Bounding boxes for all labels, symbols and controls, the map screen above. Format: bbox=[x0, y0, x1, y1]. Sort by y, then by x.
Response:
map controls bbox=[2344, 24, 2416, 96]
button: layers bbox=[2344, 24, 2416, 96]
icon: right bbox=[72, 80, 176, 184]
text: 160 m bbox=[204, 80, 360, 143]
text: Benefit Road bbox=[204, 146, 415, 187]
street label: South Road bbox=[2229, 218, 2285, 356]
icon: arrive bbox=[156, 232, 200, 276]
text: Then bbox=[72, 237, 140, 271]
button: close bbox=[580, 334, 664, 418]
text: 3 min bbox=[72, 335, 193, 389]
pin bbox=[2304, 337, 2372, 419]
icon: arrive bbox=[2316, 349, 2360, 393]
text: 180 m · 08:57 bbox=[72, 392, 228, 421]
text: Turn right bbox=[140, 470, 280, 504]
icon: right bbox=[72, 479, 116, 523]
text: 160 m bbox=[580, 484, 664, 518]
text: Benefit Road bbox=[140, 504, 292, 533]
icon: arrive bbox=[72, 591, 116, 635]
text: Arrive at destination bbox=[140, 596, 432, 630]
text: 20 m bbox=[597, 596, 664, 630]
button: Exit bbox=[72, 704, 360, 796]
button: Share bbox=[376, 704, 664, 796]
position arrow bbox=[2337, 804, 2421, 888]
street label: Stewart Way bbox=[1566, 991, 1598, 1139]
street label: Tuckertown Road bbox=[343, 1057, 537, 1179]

━━━━━━

TASK OBJECTIVE: Every entry, from first to last, is to be reproduced exactly.

TASK SOLUTION:
Bounding boxes for all labels, symbols and controls, the map screen above. Format: bbox=[x0, y0, x1, y1]. Sort by y, then by x.
Response:
map controls bbox=[2344, 24, 2416, 96]
button: layers bbox=[2344, 24, 2416, 96]
icon: right bbox=[72, 80, 176, 184]
text: 160 m bbox=[204, 80, 360, 143]
text: Benefit Road bbox=[204, 146, 415, 187]
street label: South Road bbox=[2229, 218, 2285, 356]
icon: arrive bbox=[156, 232, 200, 276]
text: Then bbox=[72, 237, 140, 271]
button: close bbox=[580, 334, 664, 418]
text: 3 min bbox=[72, 335, 193, 389]
pin bbox=[2304, 337, 2372, 419]
icon: arrive bbox=[2316, 349, 2360, 393]
text: 180 m · 08:57 bbox=[72, 392, 228, 421]
text: Turn right bbox=[140, 470, 280, 504]
icon: right bbox=[72, 479, 116, 523]
text: 160 m bbox=[580, 484, 664, 518]
text: Benefit Road bbox=[140, 504, 292, 533]
icon: arrive bbox=[72, 591, 116, 635]
text: Arrive at destination bbox=[140, 596, 432, 630]
text: 20 m bbox=[597, 596, 664, 630]
button: Exit bbox=[72, 704, 360, 796]
button: Share bbox=[376, 704, 664, 796]
position arrow bbox=[2337, 804, 2421, 888]
street label: Stewart Way bbox=[1566, 991, 1598, 1139]
street label: Tuckertown Road bbox=[343, 1057, 537, 1179]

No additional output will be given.